◆ ASSIGNMENT ◆
Search the records for lines that contain the word "Тенисная". Copy them all.

[Dataset entries]
# # # # #

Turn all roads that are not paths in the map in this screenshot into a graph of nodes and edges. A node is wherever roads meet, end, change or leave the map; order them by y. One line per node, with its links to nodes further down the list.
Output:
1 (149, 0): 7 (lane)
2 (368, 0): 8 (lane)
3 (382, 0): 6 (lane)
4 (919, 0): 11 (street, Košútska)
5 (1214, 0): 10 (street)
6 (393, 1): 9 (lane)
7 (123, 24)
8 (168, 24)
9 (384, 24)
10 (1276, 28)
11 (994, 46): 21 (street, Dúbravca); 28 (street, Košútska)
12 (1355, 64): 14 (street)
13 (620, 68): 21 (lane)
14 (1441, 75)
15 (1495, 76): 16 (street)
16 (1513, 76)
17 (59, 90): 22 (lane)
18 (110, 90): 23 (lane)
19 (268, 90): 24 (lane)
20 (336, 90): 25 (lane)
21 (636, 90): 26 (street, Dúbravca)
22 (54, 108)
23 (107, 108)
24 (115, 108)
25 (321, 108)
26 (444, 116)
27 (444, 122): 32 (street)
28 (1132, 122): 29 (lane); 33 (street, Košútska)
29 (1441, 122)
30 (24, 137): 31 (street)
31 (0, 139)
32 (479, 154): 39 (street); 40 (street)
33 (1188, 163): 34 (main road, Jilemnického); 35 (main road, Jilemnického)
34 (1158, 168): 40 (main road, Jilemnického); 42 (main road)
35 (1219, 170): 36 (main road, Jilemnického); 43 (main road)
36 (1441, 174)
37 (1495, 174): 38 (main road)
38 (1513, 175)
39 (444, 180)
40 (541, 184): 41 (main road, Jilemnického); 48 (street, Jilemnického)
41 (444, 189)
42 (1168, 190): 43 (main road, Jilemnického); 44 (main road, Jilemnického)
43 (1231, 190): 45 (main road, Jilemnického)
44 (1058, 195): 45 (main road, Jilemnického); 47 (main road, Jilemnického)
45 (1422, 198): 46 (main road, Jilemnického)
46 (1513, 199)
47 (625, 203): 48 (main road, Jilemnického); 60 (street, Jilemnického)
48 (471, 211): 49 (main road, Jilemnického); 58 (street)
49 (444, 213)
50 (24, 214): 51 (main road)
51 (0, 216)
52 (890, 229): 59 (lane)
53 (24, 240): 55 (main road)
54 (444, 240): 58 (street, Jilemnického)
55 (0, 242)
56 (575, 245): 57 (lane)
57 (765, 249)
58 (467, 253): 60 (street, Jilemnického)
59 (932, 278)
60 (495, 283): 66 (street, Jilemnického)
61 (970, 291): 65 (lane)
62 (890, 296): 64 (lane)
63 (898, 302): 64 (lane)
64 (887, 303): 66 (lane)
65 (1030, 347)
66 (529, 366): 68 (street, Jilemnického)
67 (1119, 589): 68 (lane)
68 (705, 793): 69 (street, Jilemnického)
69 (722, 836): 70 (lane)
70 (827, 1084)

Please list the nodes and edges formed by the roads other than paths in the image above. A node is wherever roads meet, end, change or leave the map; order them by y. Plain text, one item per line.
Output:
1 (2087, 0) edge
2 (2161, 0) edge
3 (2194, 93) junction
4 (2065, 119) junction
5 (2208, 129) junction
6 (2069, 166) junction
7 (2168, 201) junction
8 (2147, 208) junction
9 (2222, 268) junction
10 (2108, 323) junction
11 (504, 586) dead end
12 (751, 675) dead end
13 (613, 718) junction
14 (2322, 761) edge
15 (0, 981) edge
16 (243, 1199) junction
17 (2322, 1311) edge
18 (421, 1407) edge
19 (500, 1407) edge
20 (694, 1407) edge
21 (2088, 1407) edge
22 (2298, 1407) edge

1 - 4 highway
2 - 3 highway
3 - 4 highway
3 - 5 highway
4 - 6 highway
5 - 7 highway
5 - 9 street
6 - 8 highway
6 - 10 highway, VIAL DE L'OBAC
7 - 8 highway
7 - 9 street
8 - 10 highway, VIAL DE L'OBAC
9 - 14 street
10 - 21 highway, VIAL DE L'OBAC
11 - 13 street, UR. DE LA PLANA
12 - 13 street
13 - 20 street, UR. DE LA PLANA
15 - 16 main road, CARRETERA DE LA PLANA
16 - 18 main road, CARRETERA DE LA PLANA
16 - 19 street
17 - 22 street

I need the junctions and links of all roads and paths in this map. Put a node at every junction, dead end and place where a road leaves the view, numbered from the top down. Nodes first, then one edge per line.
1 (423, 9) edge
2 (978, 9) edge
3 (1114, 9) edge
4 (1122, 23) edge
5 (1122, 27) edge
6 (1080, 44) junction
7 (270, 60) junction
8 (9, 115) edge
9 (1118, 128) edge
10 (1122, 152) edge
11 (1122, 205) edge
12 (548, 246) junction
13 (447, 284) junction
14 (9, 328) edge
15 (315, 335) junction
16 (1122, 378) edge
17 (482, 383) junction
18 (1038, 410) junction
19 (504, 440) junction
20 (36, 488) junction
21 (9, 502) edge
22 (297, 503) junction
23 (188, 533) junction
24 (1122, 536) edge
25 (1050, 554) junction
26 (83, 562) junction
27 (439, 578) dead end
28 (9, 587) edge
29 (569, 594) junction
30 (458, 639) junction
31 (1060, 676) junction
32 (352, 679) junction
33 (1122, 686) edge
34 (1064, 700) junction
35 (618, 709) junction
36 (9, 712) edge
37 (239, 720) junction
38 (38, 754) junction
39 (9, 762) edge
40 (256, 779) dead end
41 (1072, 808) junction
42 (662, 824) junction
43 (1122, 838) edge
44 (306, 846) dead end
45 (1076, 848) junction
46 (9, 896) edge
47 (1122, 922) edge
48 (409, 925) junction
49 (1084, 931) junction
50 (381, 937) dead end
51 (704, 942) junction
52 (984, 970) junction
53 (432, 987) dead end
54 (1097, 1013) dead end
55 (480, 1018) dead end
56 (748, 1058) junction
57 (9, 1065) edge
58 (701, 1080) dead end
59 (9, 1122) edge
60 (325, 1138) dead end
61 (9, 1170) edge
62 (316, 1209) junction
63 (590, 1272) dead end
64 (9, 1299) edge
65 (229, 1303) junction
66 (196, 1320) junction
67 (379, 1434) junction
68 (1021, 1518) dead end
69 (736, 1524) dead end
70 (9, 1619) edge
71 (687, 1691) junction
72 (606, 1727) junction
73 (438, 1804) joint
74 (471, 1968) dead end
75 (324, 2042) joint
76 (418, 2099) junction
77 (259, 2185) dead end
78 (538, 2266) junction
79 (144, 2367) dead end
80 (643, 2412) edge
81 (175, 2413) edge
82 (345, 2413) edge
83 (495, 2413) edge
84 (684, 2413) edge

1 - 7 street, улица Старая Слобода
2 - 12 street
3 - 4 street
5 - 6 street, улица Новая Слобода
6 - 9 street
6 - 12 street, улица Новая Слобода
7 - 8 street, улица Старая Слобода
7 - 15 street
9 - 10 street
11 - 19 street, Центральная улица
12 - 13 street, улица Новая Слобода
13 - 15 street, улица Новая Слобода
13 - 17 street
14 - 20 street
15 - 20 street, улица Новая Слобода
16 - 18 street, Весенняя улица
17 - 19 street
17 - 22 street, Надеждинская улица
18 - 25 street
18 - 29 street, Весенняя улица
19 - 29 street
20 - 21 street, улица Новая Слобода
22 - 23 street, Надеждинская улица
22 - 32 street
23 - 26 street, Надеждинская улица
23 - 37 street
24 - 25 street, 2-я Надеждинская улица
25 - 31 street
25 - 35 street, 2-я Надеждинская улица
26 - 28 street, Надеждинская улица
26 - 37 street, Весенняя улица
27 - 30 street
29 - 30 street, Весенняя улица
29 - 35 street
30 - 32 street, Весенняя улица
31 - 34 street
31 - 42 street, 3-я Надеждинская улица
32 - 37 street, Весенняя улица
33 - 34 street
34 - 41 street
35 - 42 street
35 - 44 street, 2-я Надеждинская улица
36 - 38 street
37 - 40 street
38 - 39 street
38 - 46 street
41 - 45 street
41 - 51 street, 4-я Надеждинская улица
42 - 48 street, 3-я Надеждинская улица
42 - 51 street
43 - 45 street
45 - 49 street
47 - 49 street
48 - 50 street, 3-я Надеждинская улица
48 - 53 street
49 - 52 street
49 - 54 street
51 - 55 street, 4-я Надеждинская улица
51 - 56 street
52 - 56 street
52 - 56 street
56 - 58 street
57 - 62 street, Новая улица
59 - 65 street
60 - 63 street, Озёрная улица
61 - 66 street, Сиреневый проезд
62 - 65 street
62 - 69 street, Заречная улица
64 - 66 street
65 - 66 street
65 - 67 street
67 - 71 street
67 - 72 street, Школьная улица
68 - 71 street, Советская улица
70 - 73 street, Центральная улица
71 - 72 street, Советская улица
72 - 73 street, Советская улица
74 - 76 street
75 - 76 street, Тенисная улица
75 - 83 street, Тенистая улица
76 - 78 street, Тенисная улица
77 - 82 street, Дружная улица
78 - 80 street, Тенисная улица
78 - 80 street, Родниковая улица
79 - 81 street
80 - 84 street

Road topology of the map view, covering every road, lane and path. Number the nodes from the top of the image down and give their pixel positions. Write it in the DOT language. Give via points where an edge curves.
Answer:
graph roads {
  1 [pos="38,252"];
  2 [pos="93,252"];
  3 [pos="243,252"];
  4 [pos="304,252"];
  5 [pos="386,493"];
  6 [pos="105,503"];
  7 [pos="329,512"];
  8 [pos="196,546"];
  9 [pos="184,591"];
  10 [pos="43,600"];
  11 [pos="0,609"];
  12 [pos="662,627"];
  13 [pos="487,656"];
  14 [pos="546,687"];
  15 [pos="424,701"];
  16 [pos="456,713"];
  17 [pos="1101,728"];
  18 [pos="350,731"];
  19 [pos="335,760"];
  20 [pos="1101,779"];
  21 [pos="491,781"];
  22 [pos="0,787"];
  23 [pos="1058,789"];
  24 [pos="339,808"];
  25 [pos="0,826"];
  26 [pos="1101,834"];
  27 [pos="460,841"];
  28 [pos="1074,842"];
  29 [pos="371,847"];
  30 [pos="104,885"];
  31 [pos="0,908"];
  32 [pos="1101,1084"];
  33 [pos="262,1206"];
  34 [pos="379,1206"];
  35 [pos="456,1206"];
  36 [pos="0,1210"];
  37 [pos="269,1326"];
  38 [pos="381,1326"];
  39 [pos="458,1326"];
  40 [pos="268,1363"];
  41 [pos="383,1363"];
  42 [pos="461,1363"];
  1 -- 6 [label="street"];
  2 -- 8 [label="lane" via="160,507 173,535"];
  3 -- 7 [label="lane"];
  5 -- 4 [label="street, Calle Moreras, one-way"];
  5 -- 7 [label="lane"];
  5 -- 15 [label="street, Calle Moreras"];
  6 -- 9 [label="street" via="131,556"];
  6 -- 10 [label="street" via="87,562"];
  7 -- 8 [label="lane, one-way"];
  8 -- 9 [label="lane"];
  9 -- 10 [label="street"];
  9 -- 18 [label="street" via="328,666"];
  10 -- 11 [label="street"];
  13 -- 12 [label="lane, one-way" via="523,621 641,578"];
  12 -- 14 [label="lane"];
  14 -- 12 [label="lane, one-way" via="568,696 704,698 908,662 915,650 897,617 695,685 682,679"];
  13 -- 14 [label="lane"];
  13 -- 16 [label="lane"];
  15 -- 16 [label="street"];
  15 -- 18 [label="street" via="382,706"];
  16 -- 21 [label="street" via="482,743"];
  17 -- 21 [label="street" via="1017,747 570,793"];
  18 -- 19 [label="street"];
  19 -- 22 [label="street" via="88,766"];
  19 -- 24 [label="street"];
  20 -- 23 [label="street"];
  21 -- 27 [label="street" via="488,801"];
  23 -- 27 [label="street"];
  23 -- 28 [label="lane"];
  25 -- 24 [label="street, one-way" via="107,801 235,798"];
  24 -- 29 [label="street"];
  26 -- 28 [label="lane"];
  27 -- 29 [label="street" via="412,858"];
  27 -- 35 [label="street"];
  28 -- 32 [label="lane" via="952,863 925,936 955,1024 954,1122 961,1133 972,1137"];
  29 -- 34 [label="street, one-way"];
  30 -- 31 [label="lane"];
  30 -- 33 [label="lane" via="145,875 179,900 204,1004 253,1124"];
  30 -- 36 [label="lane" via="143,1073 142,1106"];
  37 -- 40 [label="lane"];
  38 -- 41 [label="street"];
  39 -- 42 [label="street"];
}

# # # # #

◆ ANSWER SPACE ◆
75 - 76 street, Тенисная улица
76 - 78 street, Тенисная улица
78 - 80 street, Тенисная улица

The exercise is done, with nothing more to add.